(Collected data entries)
▬▬▬

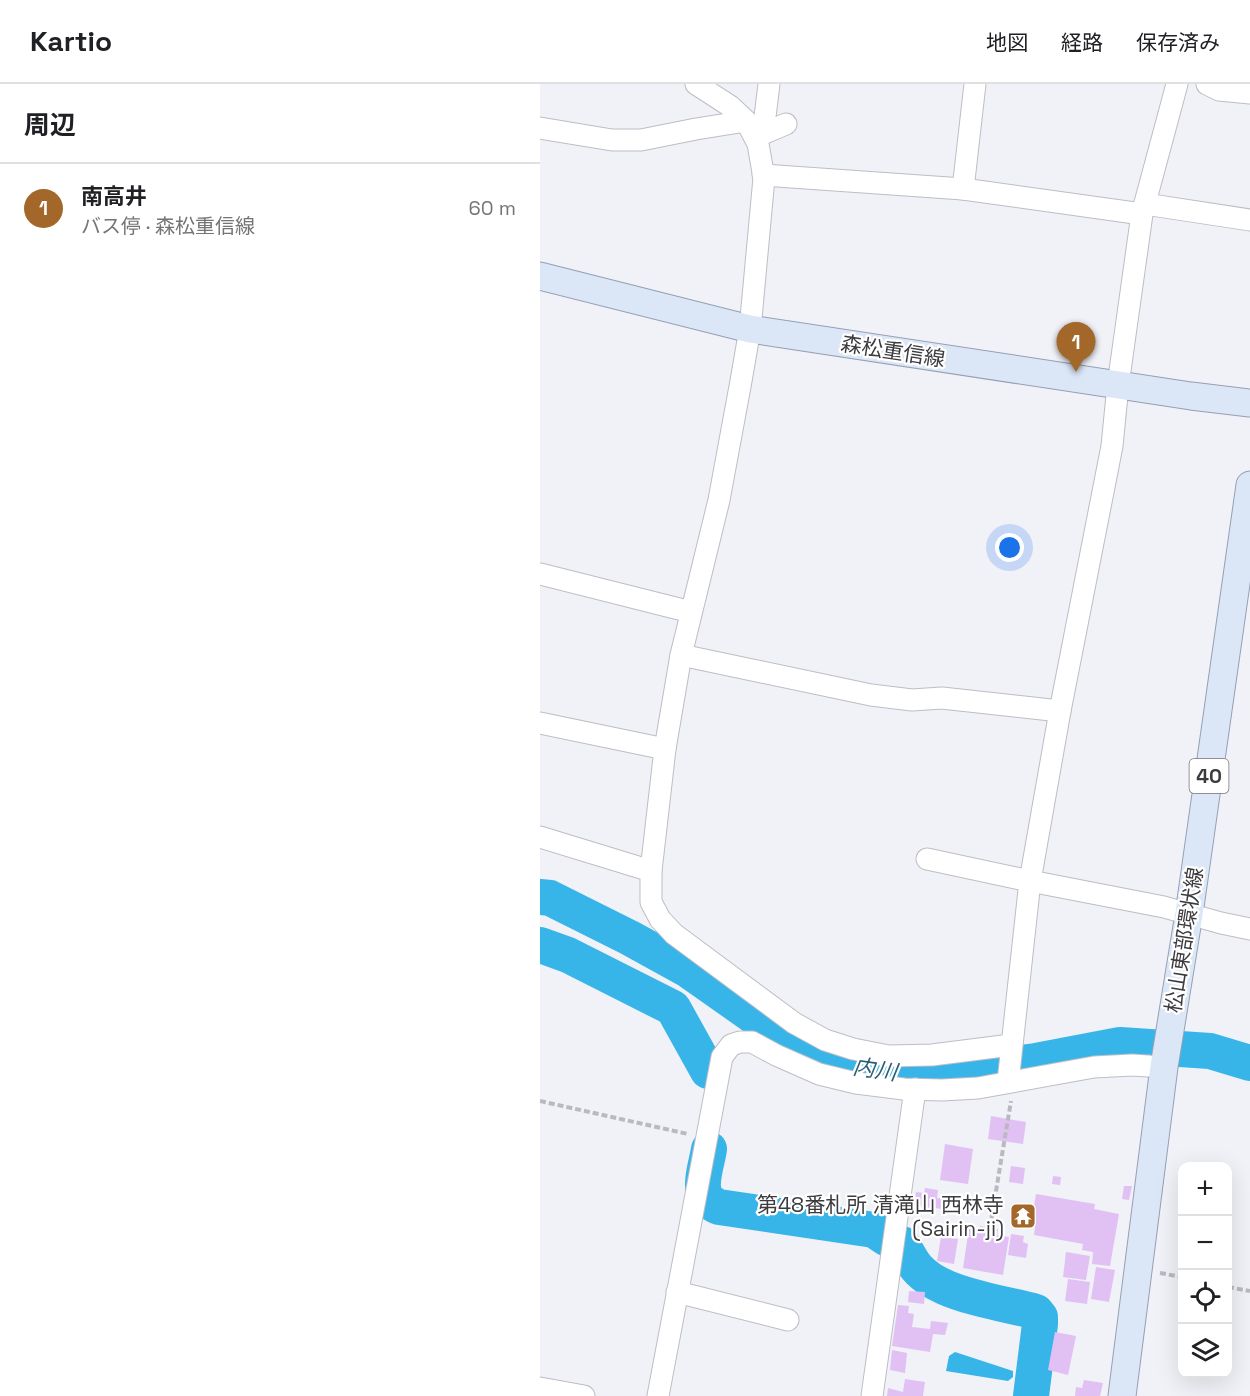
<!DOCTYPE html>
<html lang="ja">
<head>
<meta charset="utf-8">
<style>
  body { margin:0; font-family:"Space Grotesk","Noto Sans JP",sans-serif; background:#f6f6f6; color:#202124 }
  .controls { position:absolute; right:18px; bottom:18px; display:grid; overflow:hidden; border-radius:12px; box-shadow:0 6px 24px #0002 }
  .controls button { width:54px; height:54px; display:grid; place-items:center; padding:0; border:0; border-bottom:2px solid #e0e0e0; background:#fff; color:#202124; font:30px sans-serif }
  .you { position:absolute; left:470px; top:464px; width:21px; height:21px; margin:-15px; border:4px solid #fff; border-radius:50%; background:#1a73e8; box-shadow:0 0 0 9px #1a73e833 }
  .badge { display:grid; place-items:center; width:39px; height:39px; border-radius:50%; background:#a36729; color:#fff; font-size:20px; font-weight:700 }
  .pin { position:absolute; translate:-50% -50px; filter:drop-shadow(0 2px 3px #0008) }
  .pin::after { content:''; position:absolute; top:32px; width:21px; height:18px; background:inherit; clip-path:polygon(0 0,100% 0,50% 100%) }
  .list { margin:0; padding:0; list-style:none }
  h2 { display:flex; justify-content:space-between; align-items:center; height:78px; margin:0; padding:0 24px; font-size:26px }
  h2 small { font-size:20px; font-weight:400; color:#757577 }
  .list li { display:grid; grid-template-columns:39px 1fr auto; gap:18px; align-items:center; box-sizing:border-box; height:90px; padding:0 24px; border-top:2px solid #e0e0e0 }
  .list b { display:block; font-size:22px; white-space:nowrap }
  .list p { margin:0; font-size:20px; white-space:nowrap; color:#757577 }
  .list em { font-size:20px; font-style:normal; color:#757577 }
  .icon { flex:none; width:33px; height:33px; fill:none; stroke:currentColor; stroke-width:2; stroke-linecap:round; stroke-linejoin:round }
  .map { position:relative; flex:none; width:710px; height:1312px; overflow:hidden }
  header { display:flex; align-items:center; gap:36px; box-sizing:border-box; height:84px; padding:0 30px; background:#fff; border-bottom:2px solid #e0e0e0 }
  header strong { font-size:28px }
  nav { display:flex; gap:33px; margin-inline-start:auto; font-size:21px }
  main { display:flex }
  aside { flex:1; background:#fff }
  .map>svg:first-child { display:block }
</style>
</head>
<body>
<header>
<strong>Kartio</strong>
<nav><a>地図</a><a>経路</a><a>保存済み</a></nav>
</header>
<main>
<aside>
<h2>周辺<small></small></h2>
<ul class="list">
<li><span class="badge">1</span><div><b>南高井</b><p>バス停 · 森松重信線</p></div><em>60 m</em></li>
</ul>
</aside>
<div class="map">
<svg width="710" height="1312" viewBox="0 0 710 1312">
  <rect width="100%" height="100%" fill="#f1f1f8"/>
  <polygon fill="#37b5e8" points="415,1268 473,1287 473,1293 468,1297 406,1287 409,1272"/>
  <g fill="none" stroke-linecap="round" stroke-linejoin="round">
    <g stroke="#37b5e8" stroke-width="36">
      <polyline points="0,813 10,814 90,854 148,886 236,948 302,980 381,992 496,977 580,961 670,967 710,979"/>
      <polyline points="0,861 28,871 133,924 168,987"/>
      <path d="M169 1065C167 1080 156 1106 170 1118 173 1120 176 1122 179 1123L334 1146 346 1154"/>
      <path d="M362 1160C367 1168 371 1177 377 1184 401 1212 461 1218 496 1228L500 1233V1240L491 1312"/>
    </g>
  </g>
  <g fill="#e1c1f4">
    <polygon points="451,1032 486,1038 483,1060 448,1055"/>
    <polygon points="405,1060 433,1065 428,1100 400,1096"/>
    <polygon points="471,1082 485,1084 483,1100 469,1098"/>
    <polygon points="513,1092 521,1093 520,1101 512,1100"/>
    <polygon points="584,1102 592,1102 589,1116 582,1115"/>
    <polygon points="385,1104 398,1106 397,1114 403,1114 402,1125 395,1124 395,1129 381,1127 382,1122 374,1121 376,1108 384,1109"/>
    <polygon points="496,1110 555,1120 554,1125 579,1130 570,1182 552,1180 553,1168 542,1166 543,1160 494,1151 496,1135 492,1135"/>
    <polygon points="440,1142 458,1145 457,1151 469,1153 463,1191 423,1184 429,1144 439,1147"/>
    <polygon points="471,1150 484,1152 483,1158 488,1160 486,1174 468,1171"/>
    <polygon points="401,1153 418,1155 414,1180 397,1177"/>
    <polygon points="526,1168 550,1172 546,1196 523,1193"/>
    <polygon points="556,1183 575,1186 569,1218 551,1215"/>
    <polygon points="528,1195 550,1198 547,1220 525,1217"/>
    <polygon points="369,1207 385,1208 384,1220 368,1218"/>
    <polygon points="358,1221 369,1222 368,1229 374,1230 372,1243 390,1245 391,1237 408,1239 405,1251 393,1250 390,1268 352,1262"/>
    <polygon points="515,1248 536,1252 528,1291 508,1286"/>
    <polygon points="352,1266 367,1269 365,1289 350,1286"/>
    <polygon points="365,1295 385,1298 383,1312 347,1312 348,1304 363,1308"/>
    <polygon points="544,1296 563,1299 560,1312 535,1312 536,1303 542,1304"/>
  </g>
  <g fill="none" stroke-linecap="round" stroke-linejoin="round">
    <defs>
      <g id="minor">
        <polyline points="156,0 190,22 206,37 218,60 224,94 210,245 201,297 179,416 141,571 125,665 111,787 111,818 120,835 134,850 254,939 285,956 313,965 349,972 392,971 471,961"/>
        <polyline points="667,0 679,6 710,9"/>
        <polyline points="0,44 72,56 101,56 156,45 206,37"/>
        <polyline points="223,49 229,0"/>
        <polyline points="215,53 246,40"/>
        <polyline points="223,91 423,105 602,130"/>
        <polyline points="423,105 435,0"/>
        <polyline points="605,120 710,136"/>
        <polyline points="0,490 151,528"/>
        <polyline points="141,571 331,611 372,616 402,614 520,627"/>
        <polyline points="0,639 125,665"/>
        <polyline points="0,753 111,787"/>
        <polyline points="387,775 490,797 624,823 681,839 710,845"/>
        <polyline points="468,998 490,797 520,627 572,362 578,301 602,130 637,0"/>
        <polyline points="137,1208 248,1236"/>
        <polyline points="0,1304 44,1312"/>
        <polyline points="118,1312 182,973 191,961 200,958 212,958 236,971 279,990 316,999 364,1005 402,1006 438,1004 554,983 592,981 624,983"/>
        <polyline points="332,1312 375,1005"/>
      </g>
      <g id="major">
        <polyline points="0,192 210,245 651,312 710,319"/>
        <polyline points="582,1312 624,983 649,830 710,401"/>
      </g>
    </defs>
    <use href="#minor" stroke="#bdbdc4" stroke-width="23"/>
    <use href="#major" stroke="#94a0b3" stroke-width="29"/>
    <g stroke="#b9b9bf" stroke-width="4" stroke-dasharray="6 3" stroke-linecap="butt">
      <polyline points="0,1017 148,1050"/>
      <polyline points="450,1143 471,1017"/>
      <polyline points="620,1189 642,1193"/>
      <polyline points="688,1203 710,1207"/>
    </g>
    <use href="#minor" stroke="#fff" stroke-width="21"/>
    <use href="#major" stroke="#dbe6f7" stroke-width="27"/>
  </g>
  <defs>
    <symbol id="temple-square" viewBox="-11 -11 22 22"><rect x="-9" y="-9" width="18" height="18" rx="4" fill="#a36729" stroke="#fff"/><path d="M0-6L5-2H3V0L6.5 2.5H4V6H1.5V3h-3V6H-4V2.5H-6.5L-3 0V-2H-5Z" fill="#fff"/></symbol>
  </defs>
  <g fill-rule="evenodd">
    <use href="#temple-square" x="468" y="1117" width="30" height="30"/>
  </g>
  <g text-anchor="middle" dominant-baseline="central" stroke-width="4.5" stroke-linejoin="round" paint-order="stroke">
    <rect fill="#fff" stroke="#767679" stroke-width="1.5" x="649.5" y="675" width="39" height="34" rx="4.5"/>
    <g font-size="20" font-weight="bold" fill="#3c3c3f">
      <text x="669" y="692">40</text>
    </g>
    <g font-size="21" fill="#3c3c3f" stroke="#fff">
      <text transform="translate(353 267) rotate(9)">森松重信線</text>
      <text transform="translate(644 856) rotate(-81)">松山東部環状線</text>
    </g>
    <g font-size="21" fill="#3c3c3f" stroke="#fff" text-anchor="end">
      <text x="464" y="1120">第48番札所 清滝山 西林寺<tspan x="464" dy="24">(Sairin-ji)</tspan></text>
    </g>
    <g font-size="22" font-style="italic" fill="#2d5e74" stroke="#fff">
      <text transform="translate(335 985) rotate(8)">内川</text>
    </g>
  </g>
</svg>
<div class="controls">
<button>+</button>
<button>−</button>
<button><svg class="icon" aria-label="locate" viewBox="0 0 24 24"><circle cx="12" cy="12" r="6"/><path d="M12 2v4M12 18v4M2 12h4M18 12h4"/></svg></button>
<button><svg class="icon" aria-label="layers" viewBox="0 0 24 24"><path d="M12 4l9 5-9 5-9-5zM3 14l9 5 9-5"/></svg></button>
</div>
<div class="you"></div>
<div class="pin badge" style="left:536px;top:288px">1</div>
</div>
</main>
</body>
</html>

▬▬▬

● WHAT YOU ARE ASKED TO DO
In the records above, find the line containing "position:absolute; right:18px; bottom:18px;" and output every line from the first through that one, exactly, omitting pictures.

● REPLY
<!DOCTYPE html>
<html lang="ja">
<head>
<meta charset="utf-8">
<style>
  body { margin:0; font-family:"Space Grotesk","Noto Sans JP",sans-serif; background:#f6f6f6; color:#202124 }
  .controls { position:absolute; right:18px; bottom:18px; display:grid; overflow:hidden; border-radius:12px; box-shadow:0 6px 24px #0002 }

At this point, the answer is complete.